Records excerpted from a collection
# # # # #

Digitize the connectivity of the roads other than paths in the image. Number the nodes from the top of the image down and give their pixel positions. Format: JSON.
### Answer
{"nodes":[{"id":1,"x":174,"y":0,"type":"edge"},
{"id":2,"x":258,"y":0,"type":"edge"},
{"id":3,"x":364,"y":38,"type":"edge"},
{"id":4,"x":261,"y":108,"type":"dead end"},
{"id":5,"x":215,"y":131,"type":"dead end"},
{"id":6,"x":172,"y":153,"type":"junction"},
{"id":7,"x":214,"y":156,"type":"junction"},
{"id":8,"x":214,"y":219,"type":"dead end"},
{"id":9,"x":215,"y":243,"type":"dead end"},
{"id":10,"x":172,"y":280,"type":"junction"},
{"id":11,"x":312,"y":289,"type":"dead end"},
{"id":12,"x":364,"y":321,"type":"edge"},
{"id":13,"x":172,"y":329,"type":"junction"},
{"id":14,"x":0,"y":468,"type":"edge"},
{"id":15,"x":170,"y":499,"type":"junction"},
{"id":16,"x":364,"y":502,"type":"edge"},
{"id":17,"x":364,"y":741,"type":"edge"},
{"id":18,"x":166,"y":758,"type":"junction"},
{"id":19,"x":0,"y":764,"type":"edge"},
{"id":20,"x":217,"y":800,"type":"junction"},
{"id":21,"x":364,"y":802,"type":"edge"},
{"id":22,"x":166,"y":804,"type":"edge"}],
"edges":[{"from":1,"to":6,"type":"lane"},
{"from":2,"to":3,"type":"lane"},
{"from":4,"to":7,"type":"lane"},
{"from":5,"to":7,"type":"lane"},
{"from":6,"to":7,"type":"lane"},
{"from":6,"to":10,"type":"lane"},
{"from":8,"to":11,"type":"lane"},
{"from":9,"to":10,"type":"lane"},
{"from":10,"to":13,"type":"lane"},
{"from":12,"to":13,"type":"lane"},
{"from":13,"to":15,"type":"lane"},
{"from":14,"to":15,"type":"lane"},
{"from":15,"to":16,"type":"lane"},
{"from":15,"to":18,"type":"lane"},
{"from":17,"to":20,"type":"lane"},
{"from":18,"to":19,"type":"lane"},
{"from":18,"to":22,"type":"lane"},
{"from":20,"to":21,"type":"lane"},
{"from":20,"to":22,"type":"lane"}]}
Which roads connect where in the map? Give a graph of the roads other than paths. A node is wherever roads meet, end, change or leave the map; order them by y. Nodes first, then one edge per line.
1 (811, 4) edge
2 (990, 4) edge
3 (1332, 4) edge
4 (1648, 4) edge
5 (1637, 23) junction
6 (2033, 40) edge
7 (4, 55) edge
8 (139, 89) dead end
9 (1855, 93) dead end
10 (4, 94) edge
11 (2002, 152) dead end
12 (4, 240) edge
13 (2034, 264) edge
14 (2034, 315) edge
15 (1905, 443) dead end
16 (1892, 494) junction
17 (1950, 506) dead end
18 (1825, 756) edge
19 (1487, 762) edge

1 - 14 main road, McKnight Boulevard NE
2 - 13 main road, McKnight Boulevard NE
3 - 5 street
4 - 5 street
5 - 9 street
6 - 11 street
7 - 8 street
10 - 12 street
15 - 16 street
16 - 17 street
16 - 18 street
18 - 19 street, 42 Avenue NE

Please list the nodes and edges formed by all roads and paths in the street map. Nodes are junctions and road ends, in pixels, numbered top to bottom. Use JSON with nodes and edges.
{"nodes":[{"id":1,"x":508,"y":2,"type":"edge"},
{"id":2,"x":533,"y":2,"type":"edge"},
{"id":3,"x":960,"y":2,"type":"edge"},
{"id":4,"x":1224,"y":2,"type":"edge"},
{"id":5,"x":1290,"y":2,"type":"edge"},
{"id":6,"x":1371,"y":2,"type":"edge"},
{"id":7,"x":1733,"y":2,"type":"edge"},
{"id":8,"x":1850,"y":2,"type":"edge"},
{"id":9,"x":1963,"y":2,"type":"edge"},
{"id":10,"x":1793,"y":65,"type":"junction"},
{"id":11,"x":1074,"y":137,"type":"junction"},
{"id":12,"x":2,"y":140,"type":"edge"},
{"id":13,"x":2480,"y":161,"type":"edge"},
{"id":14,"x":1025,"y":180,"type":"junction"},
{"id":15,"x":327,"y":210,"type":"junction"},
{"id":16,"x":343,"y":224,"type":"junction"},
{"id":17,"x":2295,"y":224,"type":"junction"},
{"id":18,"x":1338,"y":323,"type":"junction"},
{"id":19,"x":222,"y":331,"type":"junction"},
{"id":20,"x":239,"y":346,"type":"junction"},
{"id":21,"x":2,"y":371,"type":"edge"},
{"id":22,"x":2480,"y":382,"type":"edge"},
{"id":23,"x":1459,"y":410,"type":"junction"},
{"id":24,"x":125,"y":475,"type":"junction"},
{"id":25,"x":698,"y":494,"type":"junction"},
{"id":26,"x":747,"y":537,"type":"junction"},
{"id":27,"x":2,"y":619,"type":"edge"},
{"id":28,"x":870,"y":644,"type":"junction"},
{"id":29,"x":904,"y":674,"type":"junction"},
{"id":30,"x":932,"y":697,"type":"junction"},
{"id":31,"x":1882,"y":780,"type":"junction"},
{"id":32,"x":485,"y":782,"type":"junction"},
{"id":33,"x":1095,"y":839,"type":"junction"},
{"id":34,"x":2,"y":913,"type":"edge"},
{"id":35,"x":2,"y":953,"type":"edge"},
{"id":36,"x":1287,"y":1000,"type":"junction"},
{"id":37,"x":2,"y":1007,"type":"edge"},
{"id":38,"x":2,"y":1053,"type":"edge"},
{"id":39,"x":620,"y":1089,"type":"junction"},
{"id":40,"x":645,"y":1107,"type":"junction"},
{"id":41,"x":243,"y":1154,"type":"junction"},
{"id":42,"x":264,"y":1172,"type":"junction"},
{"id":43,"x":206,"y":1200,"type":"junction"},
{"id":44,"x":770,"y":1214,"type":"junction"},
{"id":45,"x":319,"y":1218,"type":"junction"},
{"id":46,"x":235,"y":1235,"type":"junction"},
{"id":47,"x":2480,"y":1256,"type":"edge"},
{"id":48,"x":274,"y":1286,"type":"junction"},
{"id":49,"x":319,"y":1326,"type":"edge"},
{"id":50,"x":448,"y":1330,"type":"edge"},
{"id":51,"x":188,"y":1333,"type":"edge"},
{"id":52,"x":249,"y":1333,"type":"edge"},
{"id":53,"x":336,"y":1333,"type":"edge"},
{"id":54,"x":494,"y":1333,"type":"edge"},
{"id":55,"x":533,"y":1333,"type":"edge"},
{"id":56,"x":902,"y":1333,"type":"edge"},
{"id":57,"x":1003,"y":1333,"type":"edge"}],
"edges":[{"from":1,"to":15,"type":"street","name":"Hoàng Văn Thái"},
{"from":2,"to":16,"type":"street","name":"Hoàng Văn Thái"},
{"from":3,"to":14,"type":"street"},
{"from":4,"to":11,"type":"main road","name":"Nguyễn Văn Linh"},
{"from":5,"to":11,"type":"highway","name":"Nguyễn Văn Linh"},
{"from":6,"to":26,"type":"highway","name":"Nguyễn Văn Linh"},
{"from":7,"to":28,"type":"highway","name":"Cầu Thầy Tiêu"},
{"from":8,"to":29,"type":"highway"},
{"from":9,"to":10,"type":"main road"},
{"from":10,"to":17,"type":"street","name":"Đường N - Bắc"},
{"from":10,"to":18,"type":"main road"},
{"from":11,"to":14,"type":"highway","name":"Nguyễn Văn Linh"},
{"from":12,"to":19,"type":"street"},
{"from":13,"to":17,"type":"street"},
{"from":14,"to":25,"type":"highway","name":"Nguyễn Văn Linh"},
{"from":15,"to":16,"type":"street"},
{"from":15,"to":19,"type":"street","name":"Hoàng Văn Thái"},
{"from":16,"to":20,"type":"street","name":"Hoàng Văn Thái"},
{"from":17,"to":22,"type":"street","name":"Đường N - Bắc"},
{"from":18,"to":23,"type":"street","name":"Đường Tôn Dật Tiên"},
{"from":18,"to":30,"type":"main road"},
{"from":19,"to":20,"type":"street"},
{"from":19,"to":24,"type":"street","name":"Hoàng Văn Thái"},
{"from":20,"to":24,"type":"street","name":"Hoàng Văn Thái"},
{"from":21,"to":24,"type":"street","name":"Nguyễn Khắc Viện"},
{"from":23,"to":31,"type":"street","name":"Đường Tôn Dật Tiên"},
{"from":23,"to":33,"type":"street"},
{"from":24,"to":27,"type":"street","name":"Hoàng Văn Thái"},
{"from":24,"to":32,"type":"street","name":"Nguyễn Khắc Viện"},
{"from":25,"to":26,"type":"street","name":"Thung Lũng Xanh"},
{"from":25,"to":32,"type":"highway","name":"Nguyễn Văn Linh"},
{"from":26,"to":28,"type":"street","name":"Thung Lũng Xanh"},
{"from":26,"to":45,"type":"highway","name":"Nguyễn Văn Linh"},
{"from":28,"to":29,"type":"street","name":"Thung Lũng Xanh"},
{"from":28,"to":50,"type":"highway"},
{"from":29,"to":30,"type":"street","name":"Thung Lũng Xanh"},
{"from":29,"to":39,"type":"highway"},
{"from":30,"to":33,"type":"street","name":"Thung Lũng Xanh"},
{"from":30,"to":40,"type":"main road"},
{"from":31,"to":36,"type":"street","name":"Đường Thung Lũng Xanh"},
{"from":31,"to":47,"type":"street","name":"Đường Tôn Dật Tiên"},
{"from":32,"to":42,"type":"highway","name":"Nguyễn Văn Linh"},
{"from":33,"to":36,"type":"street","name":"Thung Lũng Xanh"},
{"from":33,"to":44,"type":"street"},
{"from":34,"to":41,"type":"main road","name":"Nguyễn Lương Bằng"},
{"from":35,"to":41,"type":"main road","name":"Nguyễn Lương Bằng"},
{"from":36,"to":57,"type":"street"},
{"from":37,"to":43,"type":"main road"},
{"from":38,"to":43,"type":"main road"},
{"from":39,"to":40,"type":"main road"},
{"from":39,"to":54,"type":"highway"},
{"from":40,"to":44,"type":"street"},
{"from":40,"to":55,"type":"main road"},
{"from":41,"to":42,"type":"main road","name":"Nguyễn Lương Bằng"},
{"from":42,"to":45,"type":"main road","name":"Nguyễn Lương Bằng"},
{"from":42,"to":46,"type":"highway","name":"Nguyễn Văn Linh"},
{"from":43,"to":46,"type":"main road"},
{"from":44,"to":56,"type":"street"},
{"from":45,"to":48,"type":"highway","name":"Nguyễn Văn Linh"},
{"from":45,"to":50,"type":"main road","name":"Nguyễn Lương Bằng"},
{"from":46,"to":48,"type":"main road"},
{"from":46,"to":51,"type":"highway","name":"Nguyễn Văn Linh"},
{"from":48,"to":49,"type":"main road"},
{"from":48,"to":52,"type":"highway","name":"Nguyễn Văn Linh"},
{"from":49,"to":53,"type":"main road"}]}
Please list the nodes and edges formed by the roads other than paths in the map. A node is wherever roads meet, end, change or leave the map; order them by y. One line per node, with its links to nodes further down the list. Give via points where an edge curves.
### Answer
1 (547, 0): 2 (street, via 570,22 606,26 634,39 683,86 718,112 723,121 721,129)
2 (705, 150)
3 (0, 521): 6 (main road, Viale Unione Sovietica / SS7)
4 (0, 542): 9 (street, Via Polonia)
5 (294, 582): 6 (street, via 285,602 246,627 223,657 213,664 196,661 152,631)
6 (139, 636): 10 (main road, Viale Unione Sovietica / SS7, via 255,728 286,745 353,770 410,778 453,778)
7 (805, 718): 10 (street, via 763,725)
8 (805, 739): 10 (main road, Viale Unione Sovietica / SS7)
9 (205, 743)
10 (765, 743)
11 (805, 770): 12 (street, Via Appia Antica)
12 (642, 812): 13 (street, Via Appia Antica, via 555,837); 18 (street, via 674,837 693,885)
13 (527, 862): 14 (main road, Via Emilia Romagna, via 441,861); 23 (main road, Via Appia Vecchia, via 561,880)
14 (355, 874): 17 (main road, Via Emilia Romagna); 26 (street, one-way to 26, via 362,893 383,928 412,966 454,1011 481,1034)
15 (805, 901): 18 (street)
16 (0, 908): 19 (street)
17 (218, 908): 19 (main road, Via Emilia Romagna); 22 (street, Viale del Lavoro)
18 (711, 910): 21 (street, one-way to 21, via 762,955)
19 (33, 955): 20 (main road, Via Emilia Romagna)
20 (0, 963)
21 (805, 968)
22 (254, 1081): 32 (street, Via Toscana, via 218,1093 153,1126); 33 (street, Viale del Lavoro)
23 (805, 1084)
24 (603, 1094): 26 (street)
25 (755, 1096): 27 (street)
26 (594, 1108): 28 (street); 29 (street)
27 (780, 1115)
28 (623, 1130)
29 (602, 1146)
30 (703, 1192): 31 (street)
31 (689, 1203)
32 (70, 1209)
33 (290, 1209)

# # # # #

# [DESCRIPTION OF THE TASK]
The word to look for is "wherever"; copy out every line of the entries that holds it.

# [EXERCISE ANSWER]
Which roads connect where in the map? Give a graph of the roads other than paths. A node is wherever roads meet, end, change or leave the map; order them by y. Nodes first, then one edge per line.
Please list the nodes and edges formed by the roads other than paths in the map. A node is wherever roads meet, end, change or leave the map; order them by y. One line per node, with its links to nodes further down the list. Give via points where an edge curves.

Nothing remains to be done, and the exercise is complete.